ASSIGNMENT >> Once the line containing "middle dip: (856, 809)" is found in the entries below, restate it and each following line word for word, stopping after the line containing "wrist: (1189, 975)".
(Beginning of RECORDS PROVIDED)
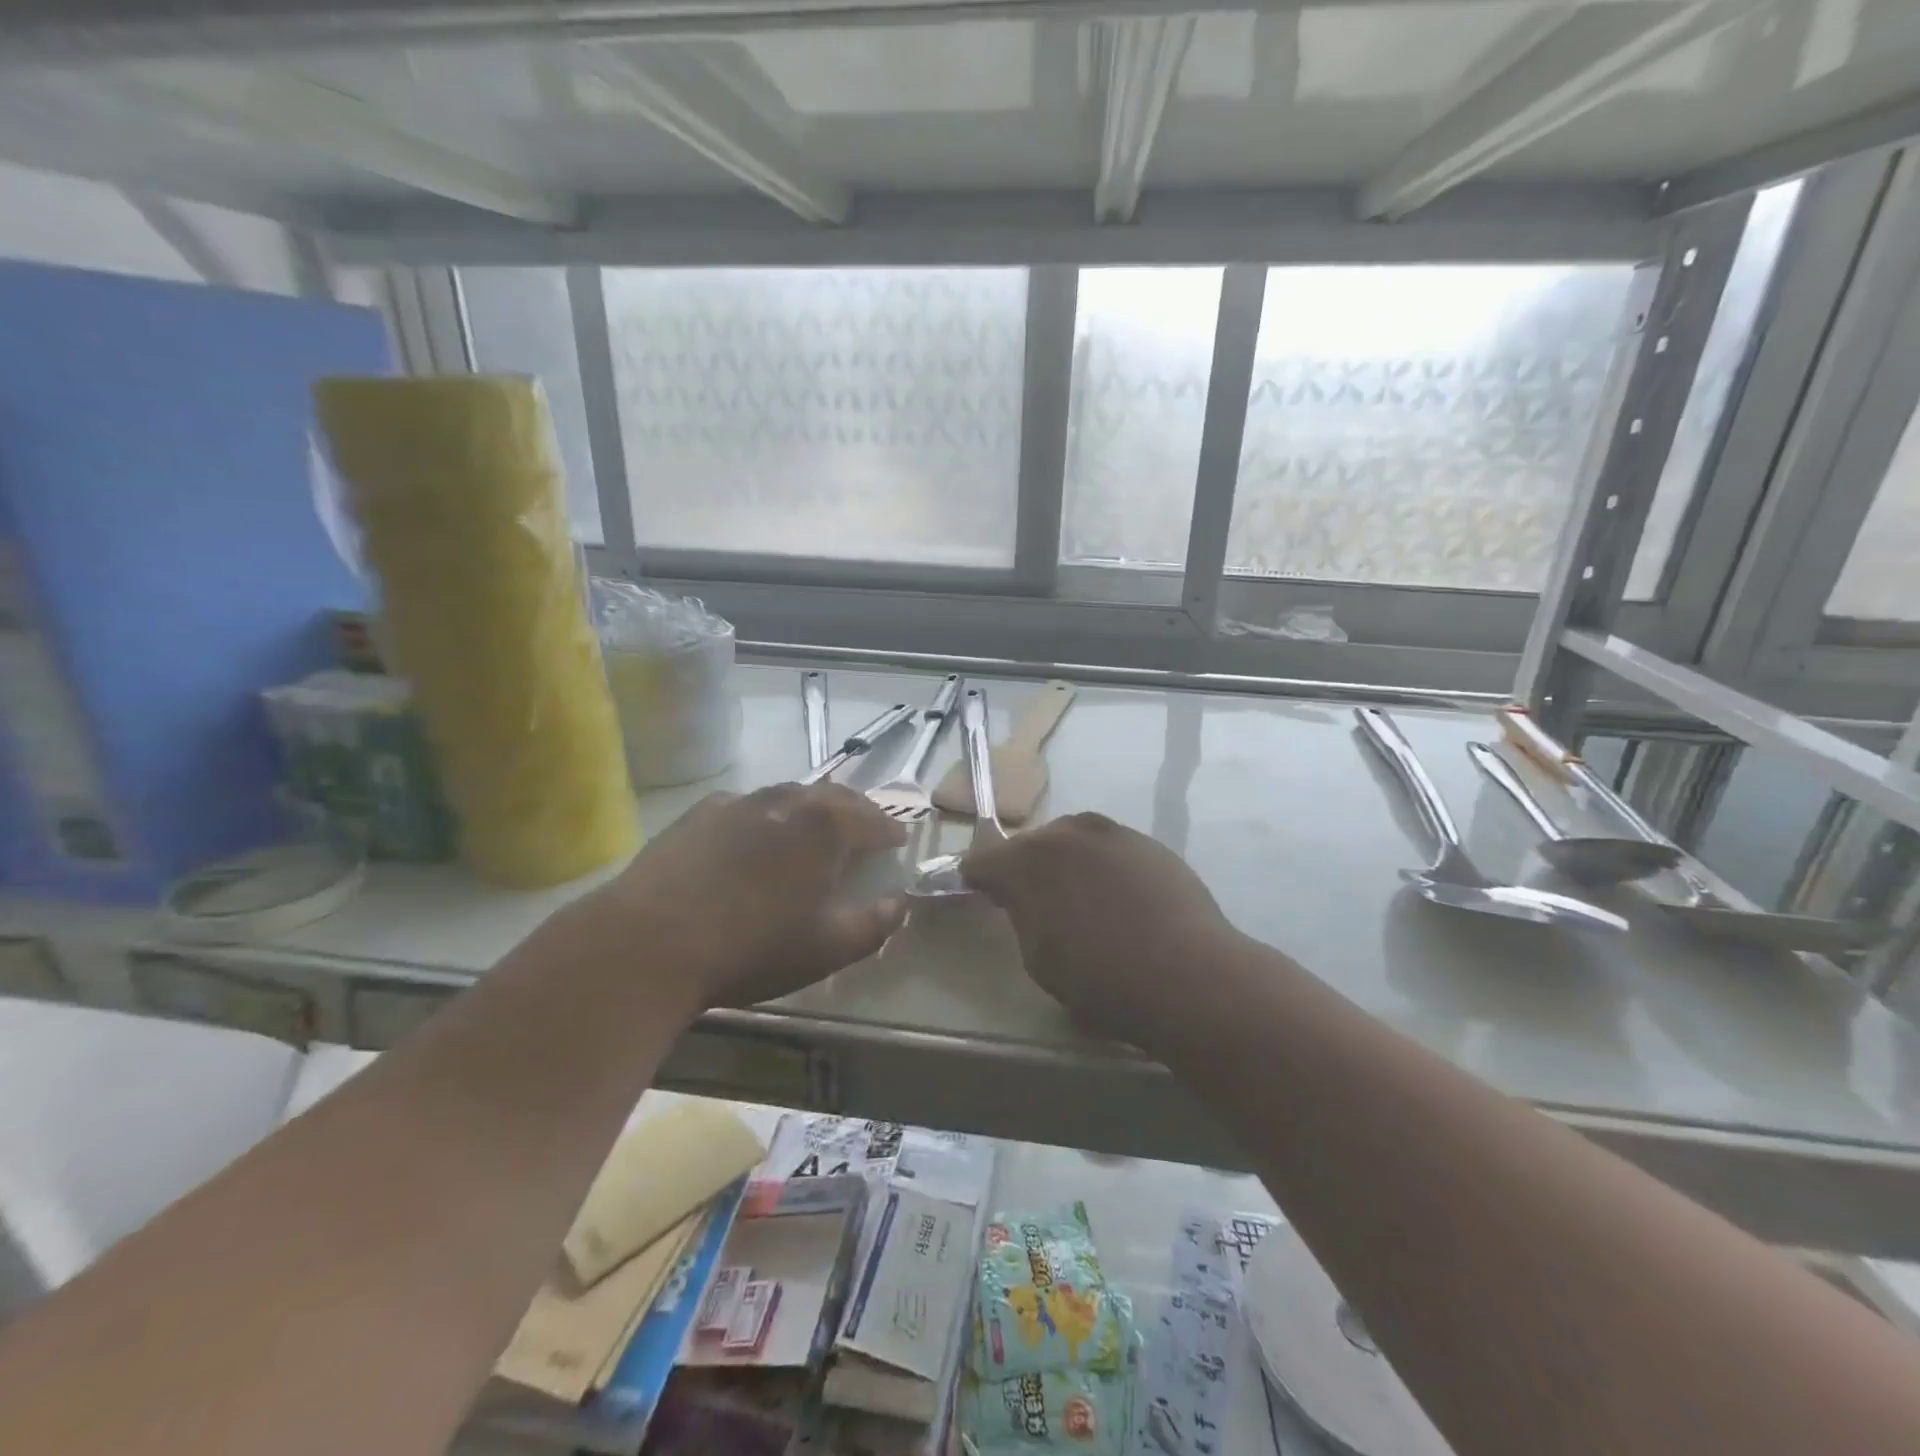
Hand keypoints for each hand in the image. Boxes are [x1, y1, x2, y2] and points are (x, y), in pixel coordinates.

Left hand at [579, 782, 907, 1008]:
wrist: (650, 943)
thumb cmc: (752, 948)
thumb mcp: (826, 949)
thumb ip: (873, 925)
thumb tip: (899, 904)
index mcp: (825, 828)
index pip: (873, 819)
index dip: (890, 830)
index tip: (898, 840)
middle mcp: (787, 802)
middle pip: (834, 796)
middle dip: (856, 809)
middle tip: (866, 826)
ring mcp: (739, 803)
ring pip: (789, 794)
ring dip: (812, 806)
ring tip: (816, 825)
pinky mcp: (698, 814)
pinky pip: (746, 804)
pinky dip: (766, 813)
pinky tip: (755, 833)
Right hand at [961, 813, 1239, 1049]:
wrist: (1189, 975)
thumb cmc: (1100, 978)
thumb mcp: (1038, 958)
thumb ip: (1022, 916)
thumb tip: (1025, 901)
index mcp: (1027, 860)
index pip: (982, 861)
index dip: (978, 880)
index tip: (981, 896)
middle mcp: (1066, 832)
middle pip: (1031, 845)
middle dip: (1027, 869)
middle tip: (1036, 904)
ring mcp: (1112, 832)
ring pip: (1075, 843)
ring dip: (1069, 865)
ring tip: (1084, 901)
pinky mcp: (1150, 843)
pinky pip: (1112, 851)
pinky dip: (1106, 869)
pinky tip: (1124, 903)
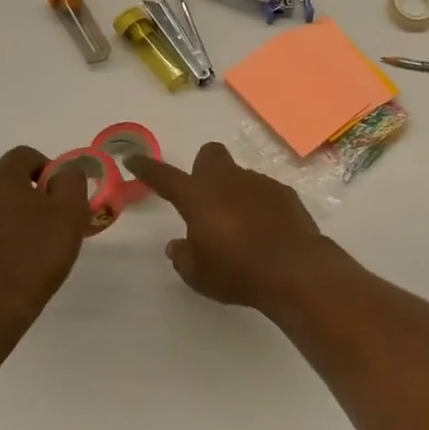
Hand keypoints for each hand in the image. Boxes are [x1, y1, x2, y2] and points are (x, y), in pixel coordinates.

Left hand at [0, 146, 90, 324]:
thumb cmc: (35, 254)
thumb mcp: (70, 212)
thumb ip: (71, 181)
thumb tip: (63, 173)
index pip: (25, 155)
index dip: (49, 169)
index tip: (62, 197)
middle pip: (7, 180)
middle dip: (31, 194)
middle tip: (52, 222)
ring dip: (13, 217)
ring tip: (33, 246)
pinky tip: (12, 264)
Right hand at [126, 142, 335, 309]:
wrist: (294, 269)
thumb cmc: (237, 272)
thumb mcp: (198, 274)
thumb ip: (183, 256)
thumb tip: (178, 244)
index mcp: (198, 197)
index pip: (165, 176)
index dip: (147, 167)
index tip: (133, 158)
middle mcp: (227, 181)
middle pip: (209, 155)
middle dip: (202, 168)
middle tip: (203, 198)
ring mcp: (259, 183)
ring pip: (238, 176)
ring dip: (233, 193)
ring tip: (239, 228)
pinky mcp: (284, 193)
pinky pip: (263, 191)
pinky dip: (258, 205)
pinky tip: (264, 231)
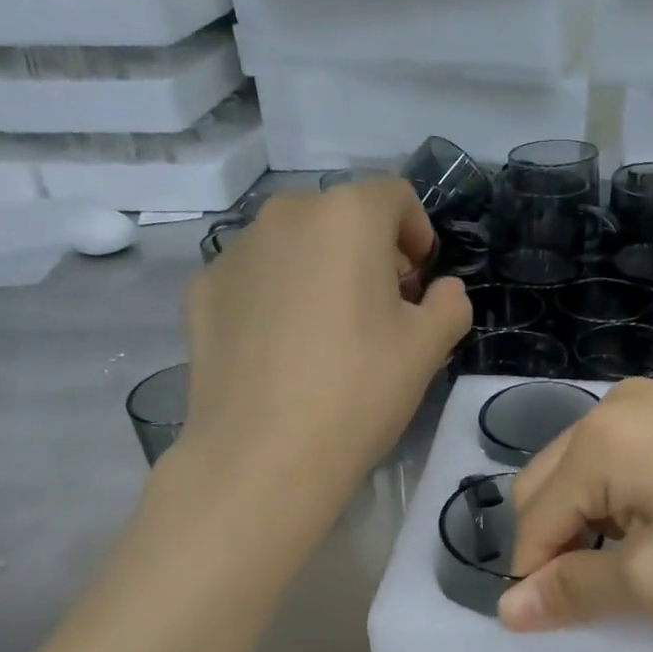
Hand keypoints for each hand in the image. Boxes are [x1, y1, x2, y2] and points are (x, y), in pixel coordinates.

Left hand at [175, 182, 470, 485]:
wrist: (264, 455)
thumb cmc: (359, 392)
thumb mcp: (429, 349)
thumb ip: (450, 304)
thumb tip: (441, 290)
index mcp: (347, 217)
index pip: (395, 196)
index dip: (418, 234)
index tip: (420, 282)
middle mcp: (285, 215)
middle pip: (341, 217)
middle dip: (369, 253)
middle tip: (381, 312)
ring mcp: (235, 251)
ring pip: (294, 246)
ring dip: (321, 272)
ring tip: (328, 335)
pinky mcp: (202, 290)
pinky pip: (256, 278)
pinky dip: (277, 296)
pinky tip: (283, 351)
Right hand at [499, 380, 652, 631]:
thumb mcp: (652, 584)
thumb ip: (571, 591)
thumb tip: (506, 610)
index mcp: (598, 440)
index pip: (532, 518)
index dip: (536, 576)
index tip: (564, 620)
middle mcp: (616, 405)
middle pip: (548, 483)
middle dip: (559, 540)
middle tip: (608, 587)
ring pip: (585, 469)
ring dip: (589, 518)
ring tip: (638, 558)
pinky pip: (625, 455)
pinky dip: (623, 495)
(End of RECORDS PROVIDED)
PROBLEM SOLUTION >>
middle dip: (856, 809)
middle tip: (866, 826)
ring mcp: (739, 803)
ring pip: (789, 794)
ring dip: (812, 806)
ring tip: (816, 825)
pinky mcp: (698, 814)
pinky pip: (746, 804)
pinky dip: (766, 813)
pinky tip: (755, 833)
Right hand at [961, 813, 1239, 1049]:
wrist: (1189, 975)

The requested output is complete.